Associated Faculty
Cancer, which causes nearly 15% of all deaths worldwide, includes more than 100 distinct diseases with disparate causes and risk factors. Despite those differences, all cancers result from alterations (mutations) to the genome of the cancerous cell. Over the years, many of these mutated cancer genes have been identified through various experimental and analysis techniques. But genomics now offers important new tools for researchers seeking to find the causes and develop better treatments for cancers.

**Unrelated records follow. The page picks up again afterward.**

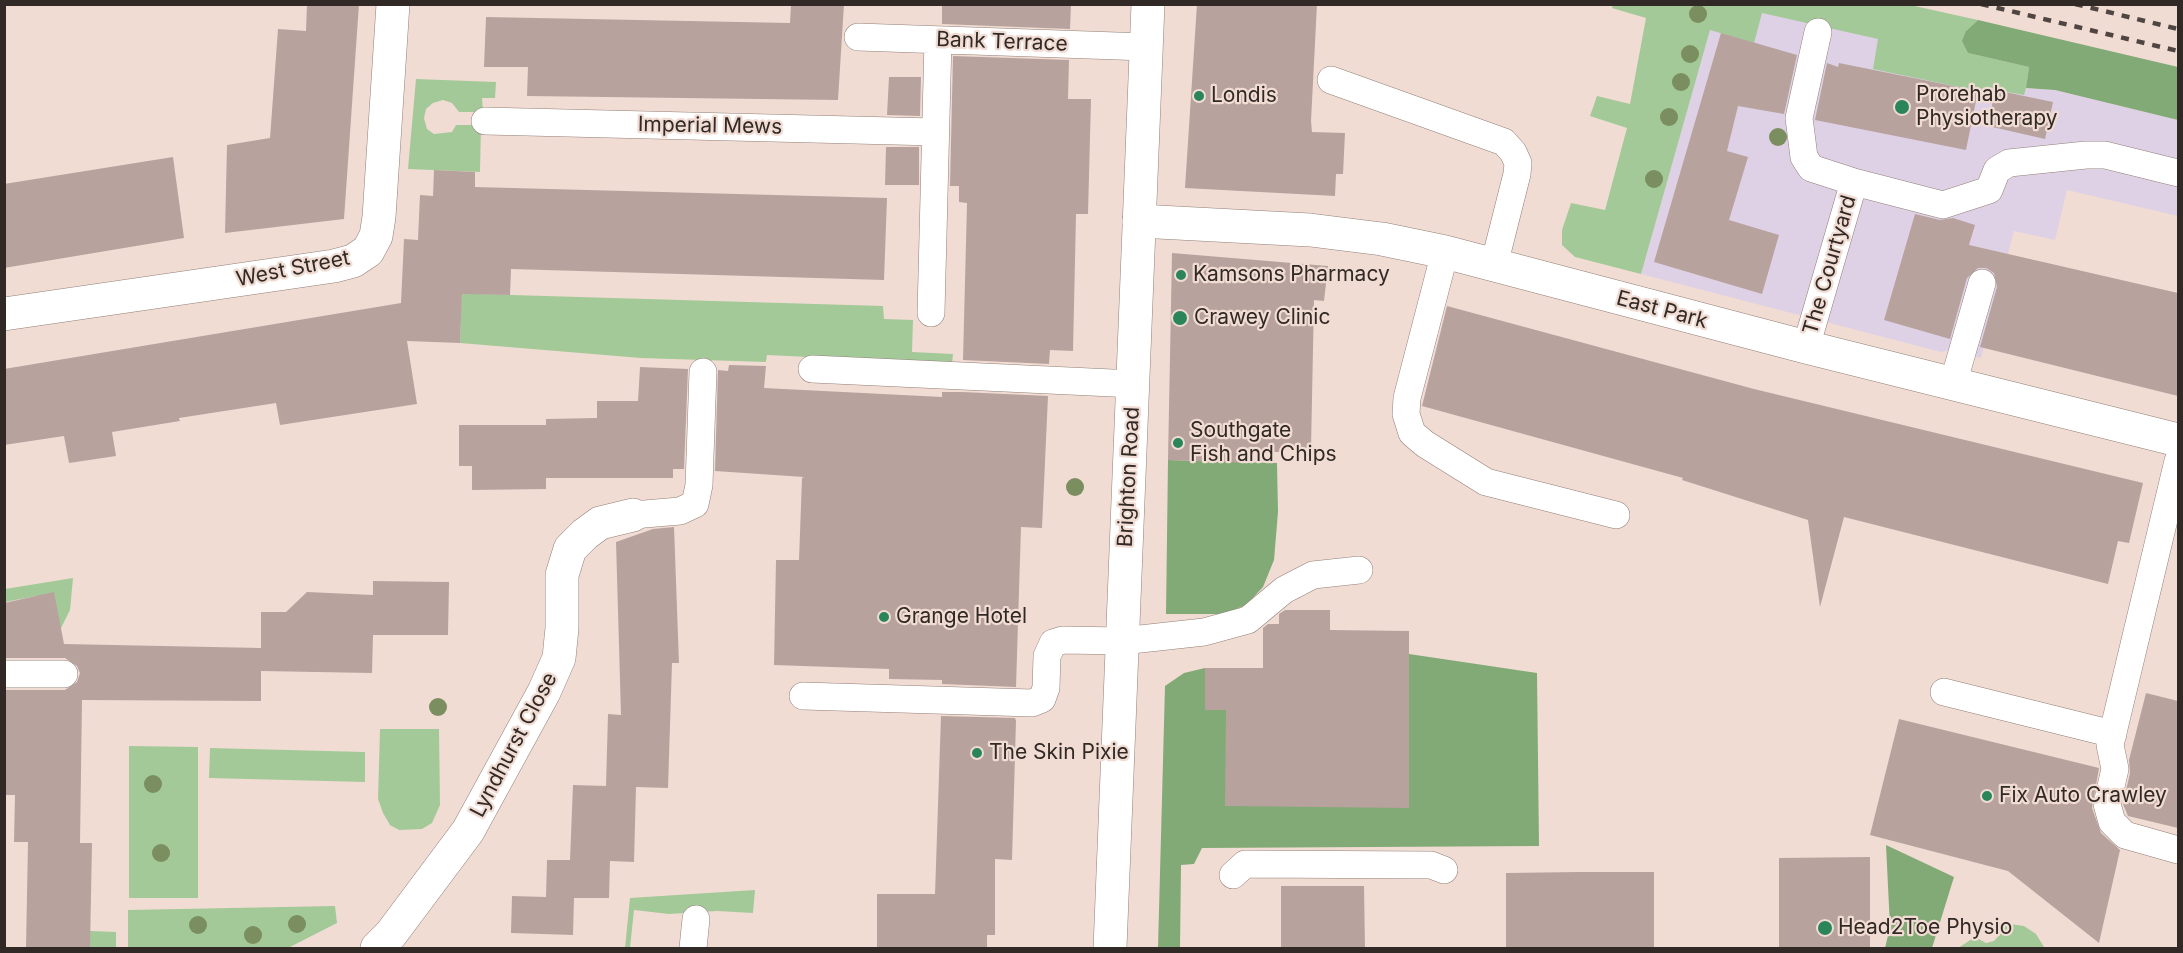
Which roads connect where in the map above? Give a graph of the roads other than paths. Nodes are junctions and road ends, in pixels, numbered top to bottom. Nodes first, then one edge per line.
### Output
1 (393, 4) edge
2 (1148, 4) edge
3 (1818, 32) dead end
4 (858, 37) dead end
5 (939, 40) junction
6 (1146, 47) junction
7 (1331, 81) dead end
8 (485, 121) dead end
9 (934, 132) junction
10 (2178, 173) edge
11 (1854, 182) junction
12 (1139, 221) junction
13 (1445, 252) junction
14 (1494, 265) junction
15 (1982, 283) dead end
16 (931, 313) dead end
17 (4, 314) edge
18 (1806, 347) junction
19 (812, 369) dead end
20 (704, 372) dead end
21 (1134, 384) junction
22 (1953, 384) junction
23 (2178, 440) edge
24 (2178, 461) edge
25 (633, 515) joint
26 (1616, 515) dead end
27 (1359, 570) dead end
28 (1122, 641) junction
29 (4, 674) edge
30 (64, 674) dead end
31 (1944, 692) dead end
32 (803, 696) dead end
33 (2113, 734) junction
34 (2178, 849) edge
35 (1444, 870) dead end
36 (1233, 875) dead end
37 (696, 919) dead end
38 (377, 948) edge
39 (693, 948) edge
40 (1110, 948) edge

1 - 17 street, West Street
2 - 6 street, Brighton Road
3 - 11 lane, The Courtyard
4 - 5 lane, Bank Terrace
5 - 6 lane, Bank Terrace
5 - 9 lane
6 - 12 street, Brighton Road
7 - 14 lane
8 - 9 lane, Imperial Mews
9 - 16 lane
10 - 11 lane, The Courtyard
11 - 18 lane, The Courtyard
12 - 13 street, East Park
12 - 21 street, Brighton Road
13 - 14 street, East Park
13 - 26 lane
14 - 18 street, East Park
15 - 22 lane
18 - 22 street, East Park
19 - 21 lane
20 - 25 lane
21 - 28 street, Brighton Road
22 - 23 street, East Park
24 - 33 lane
25 - 38 street, Lyndhurst Close
27 - 28 lane
28 - 32 lane
28 - 40 street, Brighton Road
29 - 30 lane
31 - 33 lane
33 - 34 lane
35 - 36 lane
37 - 39 lane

Improvements in sequencing technologies have been the most significant factors in helping scientists study the different varieties of cancer in a much more systematic and comprehensive manner than what was possible just a few years ago. The immense amount of sequence data that is being generated is helping researchers understand the cellular processes and mechanisms of cancer. Ultimately, this approach promises to be a valuable tool for personalized medicine: determining the genetic makeup of a person's cancer will help physicians choose the most effective therapy for that individual.
IGS scientists are using cutting-edge sequencing platforms and bioinformatics techniques to determine chromosomal rearrangements and gene expression profiles of cancerous cells. The goal is to identify the genes in the cancerous cells which are abnormally active or silenced compared to non-cancerous cells. That, in turn, will help scientists target the most important genes involved in various forms of cancer. In collaboration with the University of Maryland Greenebaum Cancer Center, IGS plans to apply these techniques to study cancer health disparities in populations.